Announcement

Collapse
No announcement yet.
X
  • Filter
  • Time
  • Show
Clear All
new posts

  • stpm2 and mi predictnl

    Dear Listers,

    I am running survival analysis using flexible parametric models in -stpm2-.

    I have missing data in one of my covariates. As part of my sensitivity analyses, I am imputing this missing information using multiple imputation. I would like to produce survival plots based on my imputed results and I have found examples online showing this could be achieved using -mi predictnl- just after sptm2. However, this is not straightforward once I run it in on my data so I thought I tried on the original sample data (melanoma.dta).


    I use the following code:

    replace stage = . if stage==0

    mi set flong
    mi register regular subsite agegrp sex
    mi register imputed stage
    mi impute chained (mlogit) stage = i.subsite sex i.agegrp , add(10)

    mi stset surv_mm, fail(status==1 2) id(id) scale(12)
    mi stset surv_mm, failure(status=1,2) scale(12) id(id) exit(time 120.5)

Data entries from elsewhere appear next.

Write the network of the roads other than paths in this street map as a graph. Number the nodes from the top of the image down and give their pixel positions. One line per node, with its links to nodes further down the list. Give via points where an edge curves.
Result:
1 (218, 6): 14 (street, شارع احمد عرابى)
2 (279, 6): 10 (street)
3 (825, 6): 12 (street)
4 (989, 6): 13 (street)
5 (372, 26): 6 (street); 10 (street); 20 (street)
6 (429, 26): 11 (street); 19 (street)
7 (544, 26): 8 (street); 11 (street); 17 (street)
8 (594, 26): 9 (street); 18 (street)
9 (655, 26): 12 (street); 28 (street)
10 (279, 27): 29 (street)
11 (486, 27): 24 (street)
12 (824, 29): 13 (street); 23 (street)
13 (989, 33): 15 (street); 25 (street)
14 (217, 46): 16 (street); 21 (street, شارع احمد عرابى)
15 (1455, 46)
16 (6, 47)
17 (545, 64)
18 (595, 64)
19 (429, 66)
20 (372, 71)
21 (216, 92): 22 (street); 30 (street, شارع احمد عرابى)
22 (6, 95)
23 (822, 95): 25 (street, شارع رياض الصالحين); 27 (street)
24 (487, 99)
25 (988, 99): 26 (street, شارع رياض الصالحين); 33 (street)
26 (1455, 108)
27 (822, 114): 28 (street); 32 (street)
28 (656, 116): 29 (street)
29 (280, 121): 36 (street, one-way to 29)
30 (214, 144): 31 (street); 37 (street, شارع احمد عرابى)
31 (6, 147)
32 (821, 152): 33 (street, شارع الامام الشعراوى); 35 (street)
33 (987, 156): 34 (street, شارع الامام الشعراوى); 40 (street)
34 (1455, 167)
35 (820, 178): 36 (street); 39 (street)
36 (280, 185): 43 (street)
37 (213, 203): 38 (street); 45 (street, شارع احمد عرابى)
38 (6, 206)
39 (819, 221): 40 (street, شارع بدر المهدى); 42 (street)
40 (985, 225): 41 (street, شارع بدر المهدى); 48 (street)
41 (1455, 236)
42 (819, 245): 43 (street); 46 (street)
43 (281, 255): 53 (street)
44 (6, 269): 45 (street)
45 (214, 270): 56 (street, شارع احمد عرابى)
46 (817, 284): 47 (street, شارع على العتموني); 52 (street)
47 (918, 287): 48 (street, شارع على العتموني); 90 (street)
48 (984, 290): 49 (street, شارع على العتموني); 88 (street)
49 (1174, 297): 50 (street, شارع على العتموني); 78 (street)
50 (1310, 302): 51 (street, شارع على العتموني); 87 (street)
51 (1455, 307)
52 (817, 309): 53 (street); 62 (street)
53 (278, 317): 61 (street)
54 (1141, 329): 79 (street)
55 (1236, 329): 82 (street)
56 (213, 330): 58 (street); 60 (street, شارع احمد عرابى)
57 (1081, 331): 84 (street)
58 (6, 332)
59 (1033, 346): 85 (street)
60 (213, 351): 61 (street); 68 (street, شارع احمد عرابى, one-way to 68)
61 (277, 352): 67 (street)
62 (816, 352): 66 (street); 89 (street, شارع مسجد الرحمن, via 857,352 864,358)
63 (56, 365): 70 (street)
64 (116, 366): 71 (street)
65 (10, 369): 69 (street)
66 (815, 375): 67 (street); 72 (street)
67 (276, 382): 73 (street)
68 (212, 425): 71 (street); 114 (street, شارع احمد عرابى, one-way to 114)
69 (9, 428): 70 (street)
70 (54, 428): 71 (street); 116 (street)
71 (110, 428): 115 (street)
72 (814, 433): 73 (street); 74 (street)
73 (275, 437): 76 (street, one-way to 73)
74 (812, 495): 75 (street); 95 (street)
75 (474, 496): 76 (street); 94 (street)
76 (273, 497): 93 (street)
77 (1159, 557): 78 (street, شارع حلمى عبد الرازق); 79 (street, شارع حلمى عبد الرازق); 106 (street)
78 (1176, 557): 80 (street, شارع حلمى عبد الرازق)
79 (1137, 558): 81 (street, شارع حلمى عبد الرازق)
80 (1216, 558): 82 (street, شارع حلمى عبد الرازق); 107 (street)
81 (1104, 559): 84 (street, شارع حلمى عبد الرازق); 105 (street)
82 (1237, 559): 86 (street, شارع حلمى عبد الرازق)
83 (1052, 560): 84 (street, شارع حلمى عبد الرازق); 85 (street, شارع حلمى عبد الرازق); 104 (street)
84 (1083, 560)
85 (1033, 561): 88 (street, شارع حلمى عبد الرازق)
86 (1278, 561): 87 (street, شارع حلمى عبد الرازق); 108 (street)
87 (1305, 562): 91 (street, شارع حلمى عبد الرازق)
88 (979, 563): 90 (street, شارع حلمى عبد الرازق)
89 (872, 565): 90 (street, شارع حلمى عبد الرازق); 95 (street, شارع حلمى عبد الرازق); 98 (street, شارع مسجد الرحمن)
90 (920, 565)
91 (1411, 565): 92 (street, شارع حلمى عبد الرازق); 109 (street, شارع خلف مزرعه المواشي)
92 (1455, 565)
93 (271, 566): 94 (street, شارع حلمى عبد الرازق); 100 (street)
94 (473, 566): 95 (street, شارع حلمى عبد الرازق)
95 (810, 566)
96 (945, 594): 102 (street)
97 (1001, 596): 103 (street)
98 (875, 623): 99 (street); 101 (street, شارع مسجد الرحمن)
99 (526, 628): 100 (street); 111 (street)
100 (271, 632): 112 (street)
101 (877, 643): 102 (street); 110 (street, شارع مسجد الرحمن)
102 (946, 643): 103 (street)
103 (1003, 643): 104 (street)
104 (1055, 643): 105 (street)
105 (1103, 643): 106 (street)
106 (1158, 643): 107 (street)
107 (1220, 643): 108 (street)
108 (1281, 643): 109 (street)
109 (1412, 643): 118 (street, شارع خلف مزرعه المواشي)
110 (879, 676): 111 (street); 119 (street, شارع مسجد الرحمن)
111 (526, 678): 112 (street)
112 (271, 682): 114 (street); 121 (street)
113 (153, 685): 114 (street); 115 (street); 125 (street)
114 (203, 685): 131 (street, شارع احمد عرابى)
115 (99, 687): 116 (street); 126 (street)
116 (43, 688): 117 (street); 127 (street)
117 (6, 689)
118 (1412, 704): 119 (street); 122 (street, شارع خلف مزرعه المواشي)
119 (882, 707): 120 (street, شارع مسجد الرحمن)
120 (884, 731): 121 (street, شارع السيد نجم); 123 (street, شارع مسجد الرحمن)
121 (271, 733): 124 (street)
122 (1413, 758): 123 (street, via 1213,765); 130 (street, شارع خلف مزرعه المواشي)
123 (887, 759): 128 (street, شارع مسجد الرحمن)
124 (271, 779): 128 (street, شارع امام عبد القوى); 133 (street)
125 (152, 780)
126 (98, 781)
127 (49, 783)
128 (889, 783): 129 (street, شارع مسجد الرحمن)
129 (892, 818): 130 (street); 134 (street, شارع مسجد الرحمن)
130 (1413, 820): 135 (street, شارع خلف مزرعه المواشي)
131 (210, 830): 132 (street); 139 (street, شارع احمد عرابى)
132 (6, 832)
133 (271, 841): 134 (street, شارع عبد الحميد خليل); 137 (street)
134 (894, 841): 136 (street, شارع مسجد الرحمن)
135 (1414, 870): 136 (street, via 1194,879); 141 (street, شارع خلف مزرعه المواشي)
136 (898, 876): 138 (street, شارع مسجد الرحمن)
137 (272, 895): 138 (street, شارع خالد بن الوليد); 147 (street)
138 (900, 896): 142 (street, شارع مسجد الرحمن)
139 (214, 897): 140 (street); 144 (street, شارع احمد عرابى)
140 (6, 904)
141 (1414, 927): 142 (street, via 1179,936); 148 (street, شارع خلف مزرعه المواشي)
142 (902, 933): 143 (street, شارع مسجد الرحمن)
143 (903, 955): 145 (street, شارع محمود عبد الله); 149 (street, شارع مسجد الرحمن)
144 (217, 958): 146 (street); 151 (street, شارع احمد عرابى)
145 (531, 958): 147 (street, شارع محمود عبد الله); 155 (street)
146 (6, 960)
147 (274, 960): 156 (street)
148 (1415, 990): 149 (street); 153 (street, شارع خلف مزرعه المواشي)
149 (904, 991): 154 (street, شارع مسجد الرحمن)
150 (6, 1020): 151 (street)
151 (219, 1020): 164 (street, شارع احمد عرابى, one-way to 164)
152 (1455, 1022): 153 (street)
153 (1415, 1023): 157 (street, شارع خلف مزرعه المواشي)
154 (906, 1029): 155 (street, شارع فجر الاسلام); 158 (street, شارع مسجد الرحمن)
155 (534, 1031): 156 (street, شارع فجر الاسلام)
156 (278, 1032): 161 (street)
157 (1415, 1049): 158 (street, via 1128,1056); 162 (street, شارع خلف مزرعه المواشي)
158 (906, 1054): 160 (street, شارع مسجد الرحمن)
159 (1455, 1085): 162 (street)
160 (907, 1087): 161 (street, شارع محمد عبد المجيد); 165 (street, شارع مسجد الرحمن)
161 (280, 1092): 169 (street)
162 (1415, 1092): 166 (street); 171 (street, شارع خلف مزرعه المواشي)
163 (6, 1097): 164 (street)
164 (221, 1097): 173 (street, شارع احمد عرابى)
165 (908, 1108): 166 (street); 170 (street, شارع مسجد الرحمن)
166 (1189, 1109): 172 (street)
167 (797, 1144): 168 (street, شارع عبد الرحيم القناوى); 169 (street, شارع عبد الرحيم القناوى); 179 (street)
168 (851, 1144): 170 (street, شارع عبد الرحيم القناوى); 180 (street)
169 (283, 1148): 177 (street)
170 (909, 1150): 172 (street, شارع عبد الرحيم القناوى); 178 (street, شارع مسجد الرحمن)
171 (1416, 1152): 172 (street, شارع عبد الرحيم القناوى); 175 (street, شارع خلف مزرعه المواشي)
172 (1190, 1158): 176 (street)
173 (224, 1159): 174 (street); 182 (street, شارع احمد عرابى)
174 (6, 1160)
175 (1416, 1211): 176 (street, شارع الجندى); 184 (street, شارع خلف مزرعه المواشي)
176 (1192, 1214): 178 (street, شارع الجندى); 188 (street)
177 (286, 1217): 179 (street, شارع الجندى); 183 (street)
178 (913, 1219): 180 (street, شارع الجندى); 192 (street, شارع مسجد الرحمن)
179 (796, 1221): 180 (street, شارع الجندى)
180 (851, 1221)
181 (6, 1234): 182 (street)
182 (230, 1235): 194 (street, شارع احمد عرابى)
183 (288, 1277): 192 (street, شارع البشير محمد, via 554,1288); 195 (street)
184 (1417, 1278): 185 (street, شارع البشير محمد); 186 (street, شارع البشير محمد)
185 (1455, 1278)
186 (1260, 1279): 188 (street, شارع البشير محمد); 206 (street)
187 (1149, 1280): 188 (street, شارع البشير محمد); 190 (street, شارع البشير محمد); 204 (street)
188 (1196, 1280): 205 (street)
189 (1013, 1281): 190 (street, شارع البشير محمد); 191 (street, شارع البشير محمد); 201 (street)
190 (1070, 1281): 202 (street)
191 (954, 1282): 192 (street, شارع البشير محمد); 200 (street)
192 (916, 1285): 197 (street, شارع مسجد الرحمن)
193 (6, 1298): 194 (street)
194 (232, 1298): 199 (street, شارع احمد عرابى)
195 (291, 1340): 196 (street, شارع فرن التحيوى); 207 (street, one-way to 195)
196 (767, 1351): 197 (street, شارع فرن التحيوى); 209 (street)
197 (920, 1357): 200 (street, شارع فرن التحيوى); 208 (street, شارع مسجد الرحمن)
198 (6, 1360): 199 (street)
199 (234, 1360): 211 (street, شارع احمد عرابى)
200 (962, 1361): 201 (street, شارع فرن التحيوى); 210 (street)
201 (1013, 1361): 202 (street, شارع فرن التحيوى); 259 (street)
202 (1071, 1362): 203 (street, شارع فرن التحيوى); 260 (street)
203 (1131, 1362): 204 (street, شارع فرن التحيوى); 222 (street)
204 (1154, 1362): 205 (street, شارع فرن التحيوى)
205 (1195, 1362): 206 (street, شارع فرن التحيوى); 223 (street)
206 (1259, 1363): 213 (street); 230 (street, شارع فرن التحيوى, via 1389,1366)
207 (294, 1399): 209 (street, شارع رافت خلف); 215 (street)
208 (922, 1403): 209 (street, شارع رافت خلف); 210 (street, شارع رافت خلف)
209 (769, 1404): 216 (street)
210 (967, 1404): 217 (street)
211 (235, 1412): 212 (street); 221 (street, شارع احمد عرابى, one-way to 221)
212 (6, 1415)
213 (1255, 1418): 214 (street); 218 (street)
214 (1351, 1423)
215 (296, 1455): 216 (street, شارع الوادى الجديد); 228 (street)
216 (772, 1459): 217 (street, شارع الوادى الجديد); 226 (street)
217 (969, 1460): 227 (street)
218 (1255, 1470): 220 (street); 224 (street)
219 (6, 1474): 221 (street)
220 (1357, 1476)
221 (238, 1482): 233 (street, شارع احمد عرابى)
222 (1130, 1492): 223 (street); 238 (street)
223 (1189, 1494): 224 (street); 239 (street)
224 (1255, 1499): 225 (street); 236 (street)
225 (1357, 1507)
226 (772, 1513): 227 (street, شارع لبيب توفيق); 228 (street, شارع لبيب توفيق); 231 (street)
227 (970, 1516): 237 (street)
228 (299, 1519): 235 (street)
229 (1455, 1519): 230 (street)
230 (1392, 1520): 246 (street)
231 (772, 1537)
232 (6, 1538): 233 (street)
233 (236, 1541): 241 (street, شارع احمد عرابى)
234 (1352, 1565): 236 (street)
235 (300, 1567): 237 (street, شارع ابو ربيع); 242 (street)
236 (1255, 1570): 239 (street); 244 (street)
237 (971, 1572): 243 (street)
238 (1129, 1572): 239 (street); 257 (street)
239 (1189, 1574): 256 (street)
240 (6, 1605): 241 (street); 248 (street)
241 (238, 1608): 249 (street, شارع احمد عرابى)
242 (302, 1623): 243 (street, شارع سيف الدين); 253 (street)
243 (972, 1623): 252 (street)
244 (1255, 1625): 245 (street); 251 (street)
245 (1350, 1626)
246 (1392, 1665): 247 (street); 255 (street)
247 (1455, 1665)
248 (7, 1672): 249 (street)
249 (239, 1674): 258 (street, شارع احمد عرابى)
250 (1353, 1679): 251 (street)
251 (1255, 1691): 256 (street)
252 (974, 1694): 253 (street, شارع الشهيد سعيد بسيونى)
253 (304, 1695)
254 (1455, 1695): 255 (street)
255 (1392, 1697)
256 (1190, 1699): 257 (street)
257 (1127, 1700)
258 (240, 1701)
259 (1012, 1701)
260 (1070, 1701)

    mi estimate, dots cmdok sav(mi_stpm2,replace): ///
    stpm2 ib1.stage i.agegrp, df(5) bhaz(rate) scale(hazard) nolog eform

    mi predictnl survimp2 = predict(survival at(agegrp 2)) using mi_stpm2

    On this sample data and my data, I get the following error message:

    variable _rcs1 not found
    xb(xb) invalid
    predict(survival at(agegrp 2)) invalid


    _rcs1 is part of the survival analysis output so I am not sure what could be going wrong. I tried updating my stato ado files (update all) but this has not resolved the issue. Any suggestion would be greatly appreciated.

  • #2
    Perhaps predict will work (not tried):
    Code:
    mi predict survimpt using mi_stpm2, survival  at(agegrp 2)
    ADDED: predict doesn't work either. The error message is "option survival" not found.
    I'm curious. Can you provide a link to one of the online examples that use predictnl? Thanks.
    Last edited by Steve Samuels; 01 Nov 2018, 14:27.
    Steve Samuels
    Statistical Consulting
    sjsamuels@gmail.com

    Stata 14.2

    Comment


    • #3
      Here's a round-about approach that gets the prediction for every completed data imputation, then takes the mean:
      Code:
      tempfile t1
      save `t1', replace
      save results, emptyok replace
      forvalues i = 1/10 {
                  use `t1', clear
                  mi extract `i'
                  mi estimate, dots cmdok sav(mi_stpm2,replace): ///
                       stpm2 ib1.stage i.agegrp, df(5) bhaz(rate) scale(hazard) nolog eform
                  predict surv, survival at(agegrp  2)
                  gen dset = `i'
                  keep  dset surv valve _t agegrp
                  append using results
                  save results , replace
      }
      use results, clear
      collapse (mean) surv,  by (agegrp _t)
      sort_t
      twoway connect surv _t
      Steve Samuels
      Statistical Consulting
      sjsamuels@gmail.com

      Stata 14.2

      Comment


      • #4
        Sorry, mi estimate isn't necessary and will trigger an error, because the extracted data set is not mi set. This should be okay.
        Code:
        tempfile t1
        save `t1', replace
        save results, emptyok replace
        forvalues i = 1/10 {
            use `t1', clear
            mi extract `i'
            stpm2 ib1.stage i.agegrp, df(5) bhaz(rate) scale(hazard) nolog eform
            predict surv, survival at(agegrp  2)
            gen dset = `i'
            keep  dset surv valve _t agegrp
            append using results
            save results , replace
        }
        use results, clear
        collapse (mean) surv,  by (agegrp _t)
        sort_t
        twoway connect surv _t
        Steve Samuels
        Statistical Consulting
        sjsamuels@gmail.com

        Stata 14.2

        Comment


        • #5
          Hi Steve,

          Thanks for your suggestion. I will have a go!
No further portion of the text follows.